Battlefield 2 E3 2004 Impressions
We get a close-up look at the modern-day Battlefield sequel and its new engine, global rankings, and more.
Digital Illusions has put out three Battlefield titles since Battlefield 1942 skyrocketed up the charts in 2002, but one look at Battlefield 2 makes it clear that there's been a lot of work behind the scenes to produce a true sequel. With a new graphics engine, audio engine, and physics engine, Battlefield 2 is technically a full jump ahead of previous games in the series. But just as important are the moves to both make the game more persistent and flesh out the ranking system.

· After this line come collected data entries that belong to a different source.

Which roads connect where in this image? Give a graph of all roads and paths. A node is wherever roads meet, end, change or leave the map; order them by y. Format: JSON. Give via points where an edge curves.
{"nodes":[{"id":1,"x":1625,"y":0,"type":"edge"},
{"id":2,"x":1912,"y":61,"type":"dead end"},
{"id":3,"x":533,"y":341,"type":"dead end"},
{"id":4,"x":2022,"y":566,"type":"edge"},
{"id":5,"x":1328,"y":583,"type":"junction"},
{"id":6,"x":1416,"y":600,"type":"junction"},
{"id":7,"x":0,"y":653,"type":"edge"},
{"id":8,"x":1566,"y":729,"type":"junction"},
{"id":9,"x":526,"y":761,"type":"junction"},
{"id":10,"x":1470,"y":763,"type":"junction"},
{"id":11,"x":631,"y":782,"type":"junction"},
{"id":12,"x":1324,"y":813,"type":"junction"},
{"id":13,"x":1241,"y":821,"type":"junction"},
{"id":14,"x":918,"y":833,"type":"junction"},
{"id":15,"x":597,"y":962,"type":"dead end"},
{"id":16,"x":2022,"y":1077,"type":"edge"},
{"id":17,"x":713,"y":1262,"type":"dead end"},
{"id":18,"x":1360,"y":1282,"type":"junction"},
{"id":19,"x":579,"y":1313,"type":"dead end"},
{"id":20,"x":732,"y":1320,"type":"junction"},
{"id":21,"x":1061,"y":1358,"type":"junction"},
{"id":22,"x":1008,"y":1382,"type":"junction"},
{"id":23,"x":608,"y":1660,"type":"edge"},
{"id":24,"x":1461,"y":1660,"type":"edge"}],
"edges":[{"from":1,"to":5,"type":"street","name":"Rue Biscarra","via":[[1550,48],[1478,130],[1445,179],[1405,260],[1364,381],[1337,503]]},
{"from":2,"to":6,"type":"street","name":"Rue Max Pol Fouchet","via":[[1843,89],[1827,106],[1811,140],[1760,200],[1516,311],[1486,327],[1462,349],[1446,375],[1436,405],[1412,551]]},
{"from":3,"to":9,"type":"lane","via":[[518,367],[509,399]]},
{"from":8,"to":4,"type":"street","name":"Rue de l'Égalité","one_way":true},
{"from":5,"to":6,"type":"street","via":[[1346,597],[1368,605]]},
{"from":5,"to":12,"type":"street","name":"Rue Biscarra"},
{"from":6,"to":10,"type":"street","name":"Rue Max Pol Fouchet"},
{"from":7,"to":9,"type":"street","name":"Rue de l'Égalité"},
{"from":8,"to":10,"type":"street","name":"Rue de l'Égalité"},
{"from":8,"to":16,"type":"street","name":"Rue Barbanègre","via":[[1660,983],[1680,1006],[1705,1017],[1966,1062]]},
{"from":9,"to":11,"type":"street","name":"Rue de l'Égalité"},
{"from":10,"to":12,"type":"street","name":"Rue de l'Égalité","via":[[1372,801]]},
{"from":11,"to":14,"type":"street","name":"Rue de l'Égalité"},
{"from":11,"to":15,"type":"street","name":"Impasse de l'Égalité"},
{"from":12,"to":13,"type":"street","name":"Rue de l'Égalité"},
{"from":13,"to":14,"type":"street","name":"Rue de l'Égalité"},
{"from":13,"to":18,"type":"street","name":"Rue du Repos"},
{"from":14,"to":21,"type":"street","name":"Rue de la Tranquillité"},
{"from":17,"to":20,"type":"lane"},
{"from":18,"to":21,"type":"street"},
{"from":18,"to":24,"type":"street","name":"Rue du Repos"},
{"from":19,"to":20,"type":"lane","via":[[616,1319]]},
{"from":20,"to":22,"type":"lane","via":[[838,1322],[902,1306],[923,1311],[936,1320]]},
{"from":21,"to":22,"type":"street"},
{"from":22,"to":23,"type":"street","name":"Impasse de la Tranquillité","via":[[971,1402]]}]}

Battlefield 2 moves the action to the modern-day Middle East and Far East, which sets the stage for battles between much-more technologically advanced vehicles. The goal is to provide the feel of modern combat's complexity without making the gameplay too complex. Jumping into a US antiair vehicle, we saw an example of this in a more interactive HUD, which highlights aircraft with a triangle and starts locking its heat-seeking missiles on. The aircraft itself gets a lock-on warning and can start dropping flares, which show up as heat sources in the HUD. Whether or not the missile hits, the gunner can fire away at the same time with AA cannons. We also saw an impressively large and detailed M1 Abrams tank parked on the street, which is just one of the many modern vehicles in the game.
The dusty urban map we saw demonstrated that while the new setting doesn't have the lush vegetation of Battlefield Vietnam, there'll be no lack of environmental detail, in part due to a new rendering engine that produces dynamic lighting and shadowing. There are also destructible elements in the maps, and material penetration is now being modeled, so a wall made out of sheet metal might hide you, but it won't stop bullets. Besides the shadows on objects and players as you move from shadow into the bright Middle Eastern sunlight, the effect is now quite apparent on your hands and gun on the screen. Player models are now fully tied in to a rag-doll physics system, which not only models the bodies but also has helmets flying off and rolling away. Vehicle effects haven't been ignored either, since AA guns throw out shells and missiles spurt lingering smoke. And the new audio engine now uses EAX's 3D effects for sound occlusion and more. We hardly heard an approaching chopper, because the sound was blocked by buildings. This changed once the bird came into the open and the chop of the blades echoed and provided an appropriate Doppler effect.
The core Battlefield gameplay will be quite similar, except for the addition of new classes and the integration of the stats and experience system. There are two new player classes: a heavy-weapons support class, which carries claymore mines and lots of extra ammo that can be shared by teammates, and a special ops class, which sneaks around and blows stuff up. Support classes, like the medic and engineer, may see a new surge in popularity, since class-specific stats are now being stored so that you can try to be the world's best medic. But no matter what class you choose, you can track a huge variety of stats in a new, persistent interface, and the experience from battles accrues to unlock additional weapons, which EA said aren't necessarily "better" (presumably for balance reasons) but are different.
Working together as a team should also be quite a bit more intuitive in the new game, with contextual orders and a team-chat system. Instead of just hitting the function keys to cue preset audio, you can highlight an enemy or a location with the reticle, press Q, and fire to issue an "enemy spotted" or "contact spotted" warning, which is accompanied by a visual cue on the minimap. A proper squad system will also be in place to give squad leaders the ability to track squad members on the HUD or to pop up a full-screen command map to issue location-specific plans and orders. The map in this view zooms to increased detail levels so that you can assign commands to individual buildings.
Battlefield 1942's support for 64 players seemed like a technical feat in 2002, but when the new game bumps that number to 100 and beyond, EA says the real challenge is keeping maps interesting and manageable for a variety of player numbers. One feature that will address this is that each map has a number of different sizes, and the map size is automatically selected to be appropriate for the given number of players selected by the server admin.
Battlefield 2 is currently scheduled for release in early 2005. EA did comment that Trauma Studios--responsible for the highly popular modern-day Desert Combat mod--is playing some part in the game's development, but it is primarily being developed by Digital Illusions in Sweden.